START RECORDS TO PROCESS

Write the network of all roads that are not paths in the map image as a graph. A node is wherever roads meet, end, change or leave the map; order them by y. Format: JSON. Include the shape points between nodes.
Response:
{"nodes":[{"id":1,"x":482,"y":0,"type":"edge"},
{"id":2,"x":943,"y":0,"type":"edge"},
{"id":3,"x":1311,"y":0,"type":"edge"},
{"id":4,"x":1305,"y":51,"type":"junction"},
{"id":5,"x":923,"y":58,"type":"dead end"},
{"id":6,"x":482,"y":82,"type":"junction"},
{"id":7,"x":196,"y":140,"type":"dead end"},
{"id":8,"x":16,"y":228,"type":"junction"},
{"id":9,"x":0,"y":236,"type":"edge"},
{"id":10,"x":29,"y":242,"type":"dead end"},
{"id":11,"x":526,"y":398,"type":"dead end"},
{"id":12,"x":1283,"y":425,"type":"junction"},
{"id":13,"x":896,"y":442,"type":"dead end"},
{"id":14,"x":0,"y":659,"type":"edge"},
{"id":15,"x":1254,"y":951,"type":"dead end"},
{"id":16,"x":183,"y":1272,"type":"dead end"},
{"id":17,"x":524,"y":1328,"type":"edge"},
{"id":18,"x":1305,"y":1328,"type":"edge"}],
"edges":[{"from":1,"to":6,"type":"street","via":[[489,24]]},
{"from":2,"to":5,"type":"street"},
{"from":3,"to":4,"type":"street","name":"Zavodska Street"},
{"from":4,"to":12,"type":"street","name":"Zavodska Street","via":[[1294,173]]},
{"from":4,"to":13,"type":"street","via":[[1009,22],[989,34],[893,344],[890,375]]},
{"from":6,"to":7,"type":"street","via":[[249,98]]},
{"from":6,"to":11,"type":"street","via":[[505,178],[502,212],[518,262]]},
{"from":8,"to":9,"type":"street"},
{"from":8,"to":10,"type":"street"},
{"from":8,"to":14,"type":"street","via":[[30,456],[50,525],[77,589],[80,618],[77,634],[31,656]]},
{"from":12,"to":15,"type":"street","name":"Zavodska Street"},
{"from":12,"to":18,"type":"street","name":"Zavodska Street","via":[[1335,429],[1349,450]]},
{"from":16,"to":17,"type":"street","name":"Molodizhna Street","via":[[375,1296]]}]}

END RECORDS TO PROCESS

What is needed is each line from the records with the word "name" in it.

→ **ANSWER BOX**:
{"from":3,"to":4,"type":"street","name":"Zavodska Street"},
{"from":4,"to":12,"type":"street","name":"Zavodska Street","via":[[1294,173]]},
{"from":12,"to":15,"type":"street","name":"Zavodska Street"},
{"from":12,"to":18,"type":"street","name":"Zavodska Street","via":[[1335,429],[1349,450]]},
{"from":16,"to":17,"type":"street","name":"Molodizhna Street","via":[[375,1296]]}]}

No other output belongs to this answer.